== Records shown ==
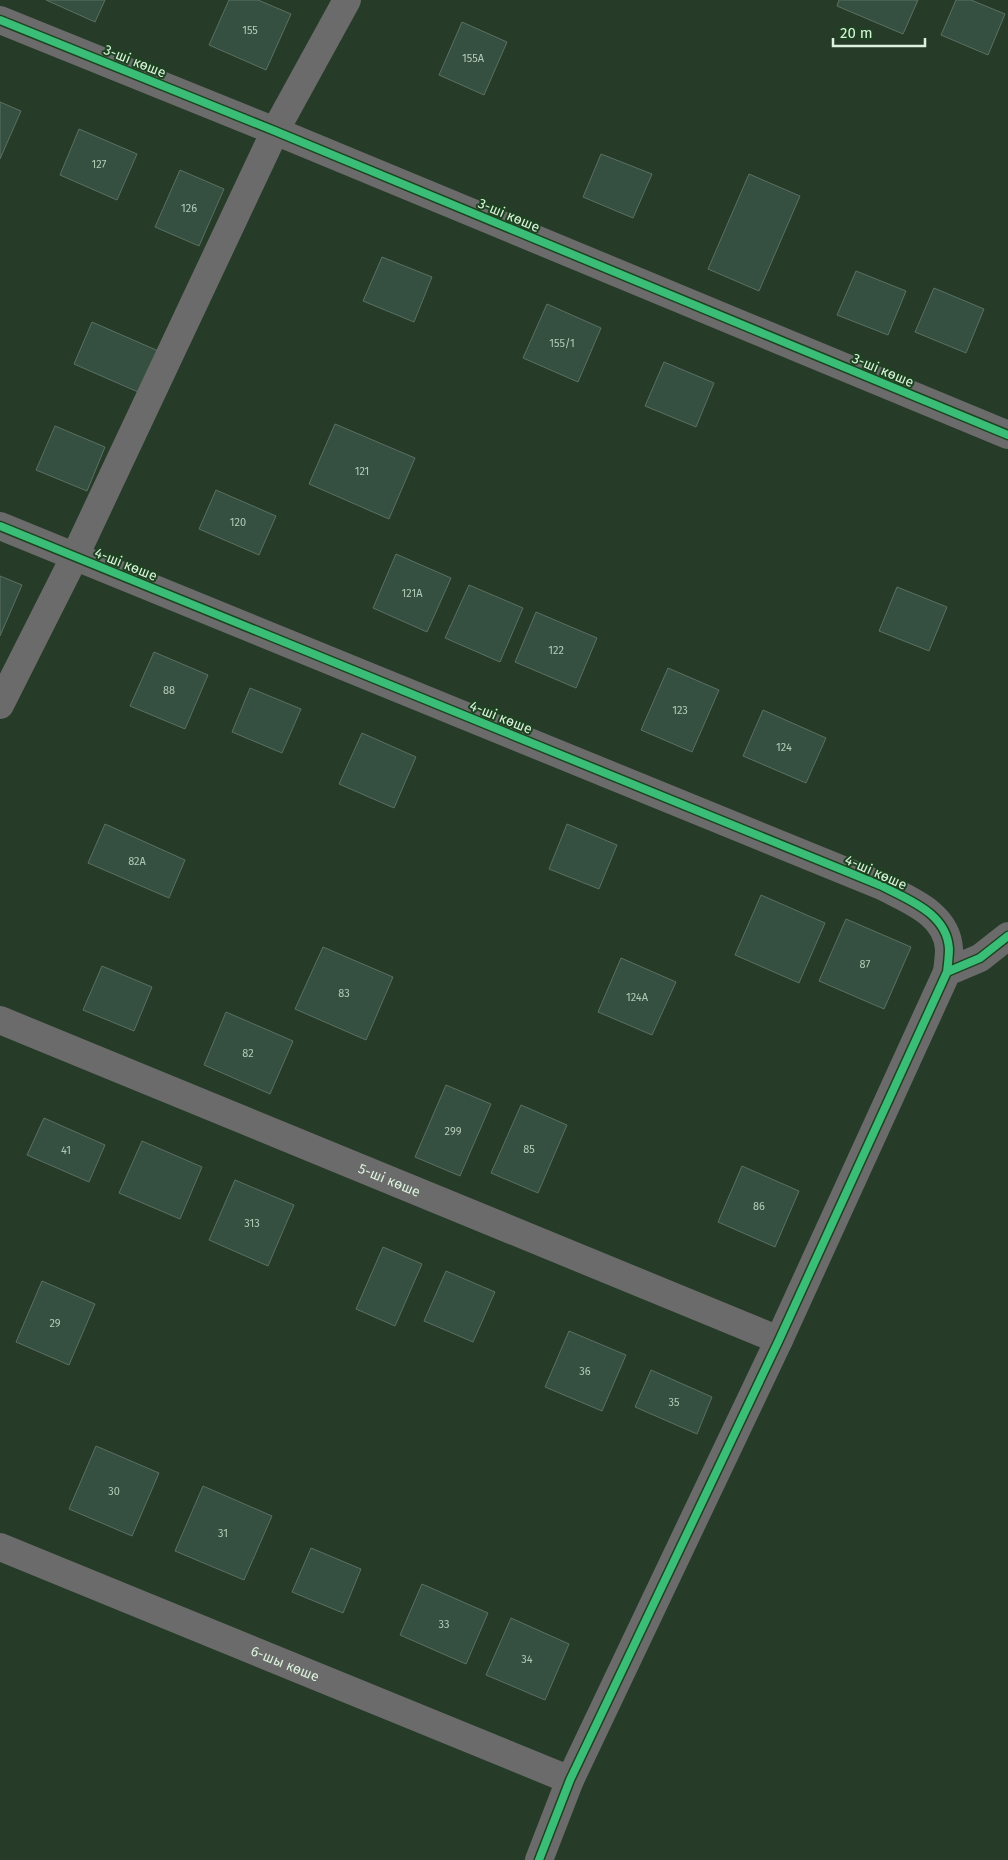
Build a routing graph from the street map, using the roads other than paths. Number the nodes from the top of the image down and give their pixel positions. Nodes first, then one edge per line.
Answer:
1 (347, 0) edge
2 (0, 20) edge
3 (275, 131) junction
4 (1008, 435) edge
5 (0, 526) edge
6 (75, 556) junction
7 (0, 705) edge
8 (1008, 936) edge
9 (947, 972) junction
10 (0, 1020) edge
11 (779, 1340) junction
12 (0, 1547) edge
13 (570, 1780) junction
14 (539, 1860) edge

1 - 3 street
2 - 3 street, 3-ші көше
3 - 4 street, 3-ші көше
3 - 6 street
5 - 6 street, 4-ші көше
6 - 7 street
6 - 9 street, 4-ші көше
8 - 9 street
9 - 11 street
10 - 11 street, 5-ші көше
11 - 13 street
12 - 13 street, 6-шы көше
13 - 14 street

==

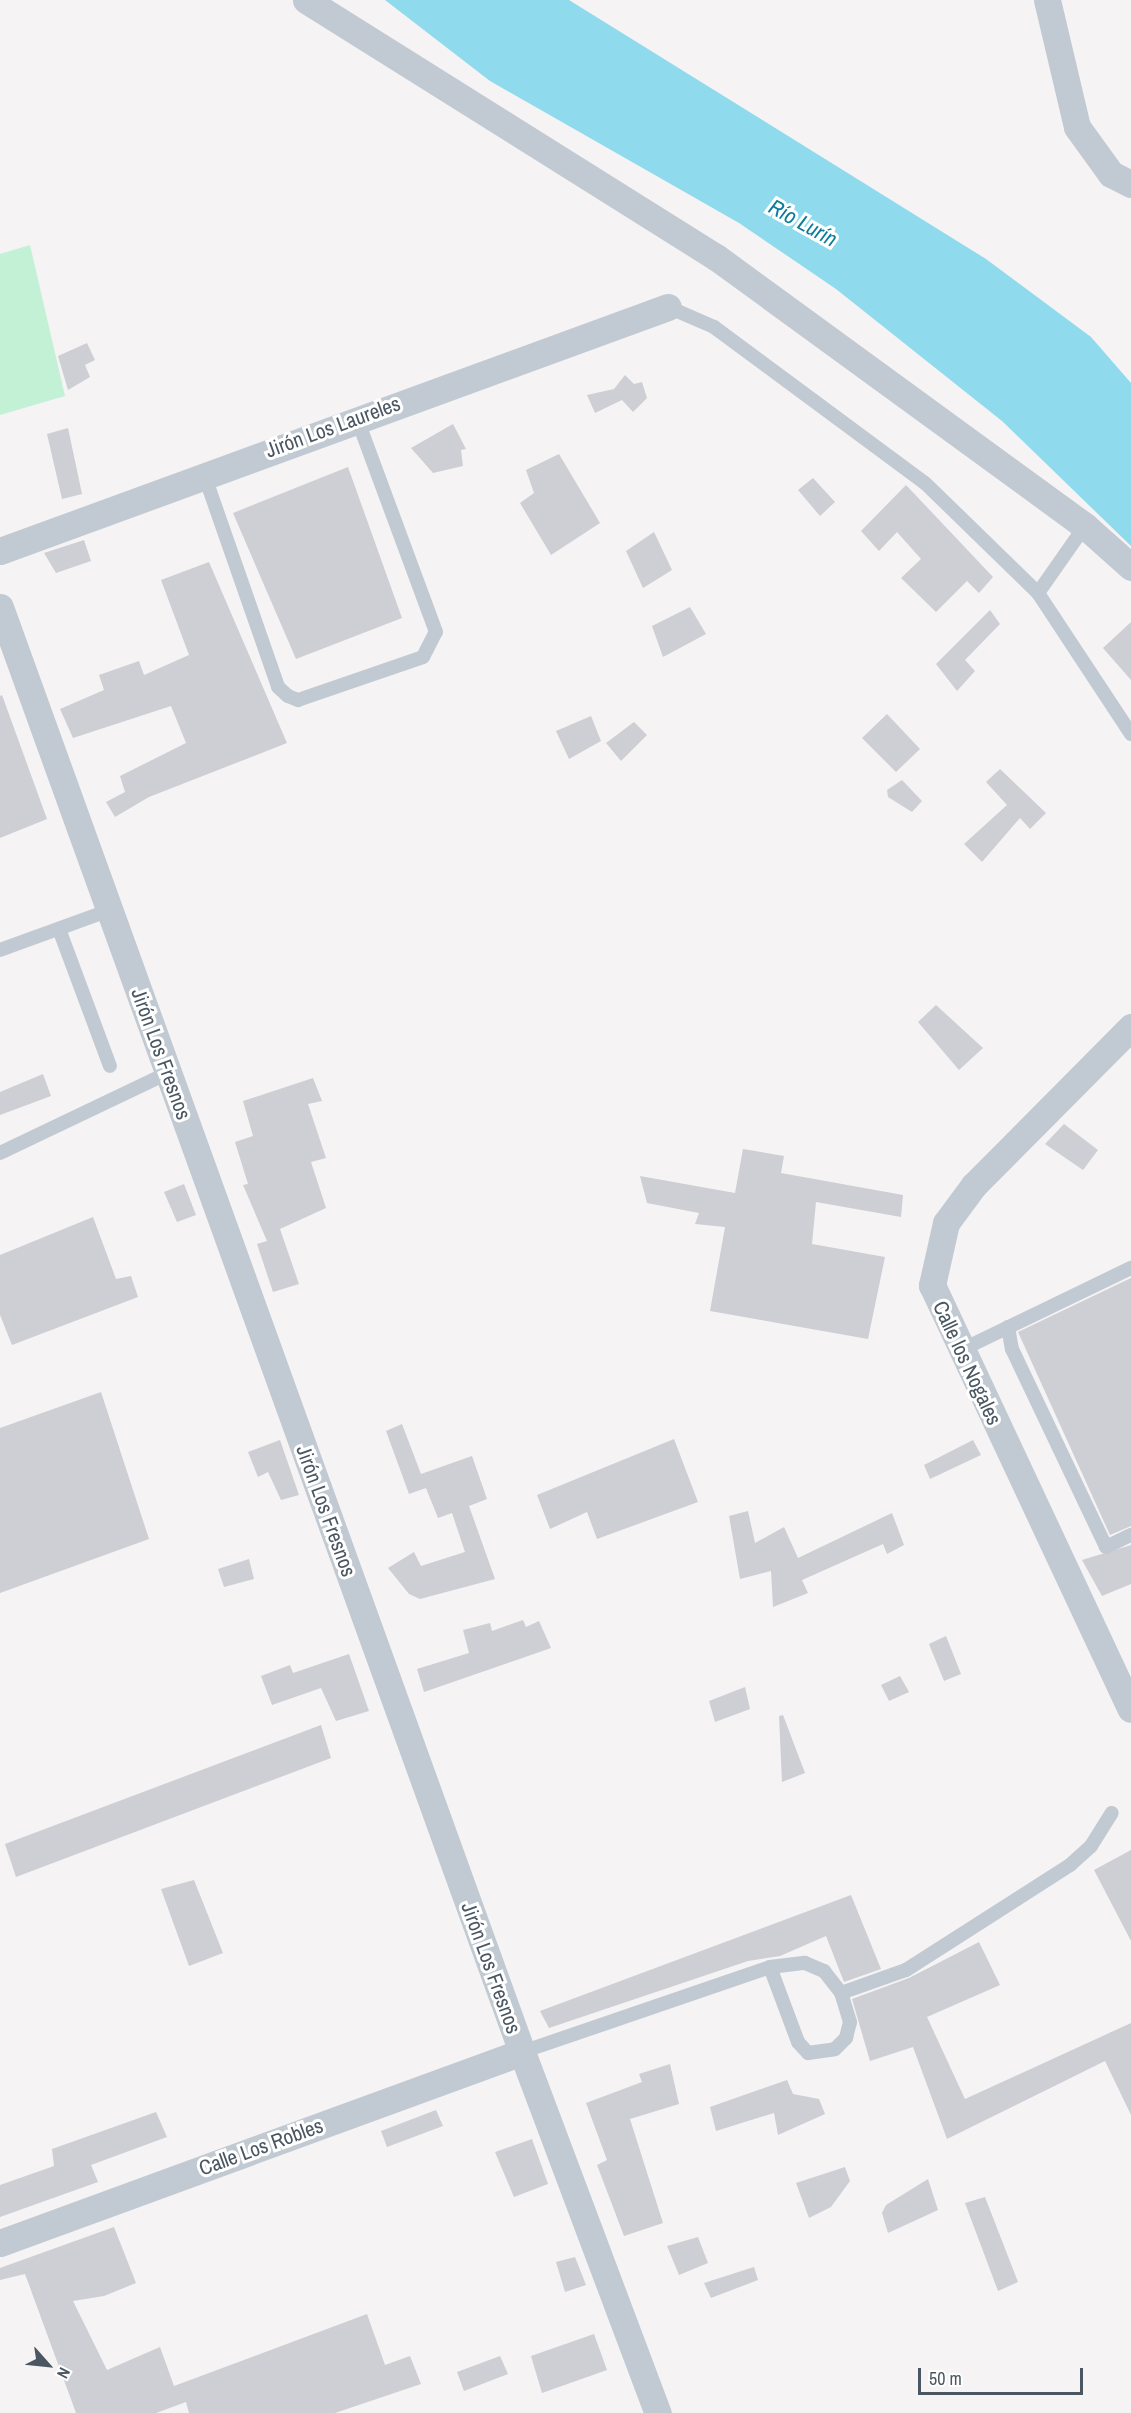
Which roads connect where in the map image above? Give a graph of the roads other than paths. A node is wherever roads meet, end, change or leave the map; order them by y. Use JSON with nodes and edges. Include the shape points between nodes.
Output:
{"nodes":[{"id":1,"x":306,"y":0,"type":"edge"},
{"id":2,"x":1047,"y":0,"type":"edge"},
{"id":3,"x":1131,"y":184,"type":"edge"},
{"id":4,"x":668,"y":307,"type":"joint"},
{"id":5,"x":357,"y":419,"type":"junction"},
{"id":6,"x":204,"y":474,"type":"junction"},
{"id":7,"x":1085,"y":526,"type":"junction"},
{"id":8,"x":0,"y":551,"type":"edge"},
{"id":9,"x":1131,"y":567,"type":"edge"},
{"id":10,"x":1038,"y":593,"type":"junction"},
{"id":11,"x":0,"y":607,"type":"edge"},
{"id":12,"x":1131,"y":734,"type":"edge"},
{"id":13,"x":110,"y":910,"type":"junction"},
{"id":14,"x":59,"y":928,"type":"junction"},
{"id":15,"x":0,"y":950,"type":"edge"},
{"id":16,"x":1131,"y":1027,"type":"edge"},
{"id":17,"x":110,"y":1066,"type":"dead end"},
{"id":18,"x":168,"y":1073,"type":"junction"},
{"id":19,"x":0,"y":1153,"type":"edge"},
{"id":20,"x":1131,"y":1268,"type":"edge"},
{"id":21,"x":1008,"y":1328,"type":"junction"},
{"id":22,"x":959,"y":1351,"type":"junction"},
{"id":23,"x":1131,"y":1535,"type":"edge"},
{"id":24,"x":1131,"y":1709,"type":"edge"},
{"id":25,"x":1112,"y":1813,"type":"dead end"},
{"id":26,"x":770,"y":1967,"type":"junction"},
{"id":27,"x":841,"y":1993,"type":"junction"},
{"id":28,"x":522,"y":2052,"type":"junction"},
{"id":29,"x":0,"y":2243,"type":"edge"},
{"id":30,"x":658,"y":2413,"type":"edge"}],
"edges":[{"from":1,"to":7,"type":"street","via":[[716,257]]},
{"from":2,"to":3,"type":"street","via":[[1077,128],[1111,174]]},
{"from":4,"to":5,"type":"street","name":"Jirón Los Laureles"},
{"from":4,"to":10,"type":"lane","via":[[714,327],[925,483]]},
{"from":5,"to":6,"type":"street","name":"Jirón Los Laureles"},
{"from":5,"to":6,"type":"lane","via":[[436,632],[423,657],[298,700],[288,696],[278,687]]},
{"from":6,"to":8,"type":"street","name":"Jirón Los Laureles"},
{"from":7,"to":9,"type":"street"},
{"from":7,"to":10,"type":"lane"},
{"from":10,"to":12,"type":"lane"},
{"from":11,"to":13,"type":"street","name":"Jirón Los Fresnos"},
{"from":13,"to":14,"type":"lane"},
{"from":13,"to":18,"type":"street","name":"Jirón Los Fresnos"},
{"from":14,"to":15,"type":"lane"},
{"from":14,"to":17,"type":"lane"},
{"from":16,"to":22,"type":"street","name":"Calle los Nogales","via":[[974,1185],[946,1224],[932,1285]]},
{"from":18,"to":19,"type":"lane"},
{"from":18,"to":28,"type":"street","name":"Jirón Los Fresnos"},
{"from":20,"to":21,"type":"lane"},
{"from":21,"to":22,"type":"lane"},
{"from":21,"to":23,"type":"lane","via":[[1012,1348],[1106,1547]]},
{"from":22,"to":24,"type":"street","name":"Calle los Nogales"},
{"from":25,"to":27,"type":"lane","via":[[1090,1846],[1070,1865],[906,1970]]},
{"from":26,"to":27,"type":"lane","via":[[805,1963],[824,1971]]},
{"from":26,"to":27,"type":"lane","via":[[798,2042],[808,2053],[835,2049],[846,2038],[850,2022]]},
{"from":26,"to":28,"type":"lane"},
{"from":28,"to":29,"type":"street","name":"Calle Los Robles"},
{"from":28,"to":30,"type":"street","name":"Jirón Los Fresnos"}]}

--

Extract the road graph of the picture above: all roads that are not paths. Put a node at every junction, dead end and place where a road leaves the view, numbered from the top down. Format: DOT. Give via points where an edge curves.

== Problem details ==
Filter the data down to the lines that contain the string "above", and copy them.

== Result ==
Which roads connect where in the map image above? Give a graph of the roads other than paths. A node is wherever roads meet, end, change or leave the map; order them by y. Use JSON with nodes and edges. Include the shape points between nodes.
Extract the road graph of the picture above: all roads that are not paths. Put a node at every junction, dead end and place where a road leaves the view, numbered from the top down. Format: DOT. Give via points where an edge curves.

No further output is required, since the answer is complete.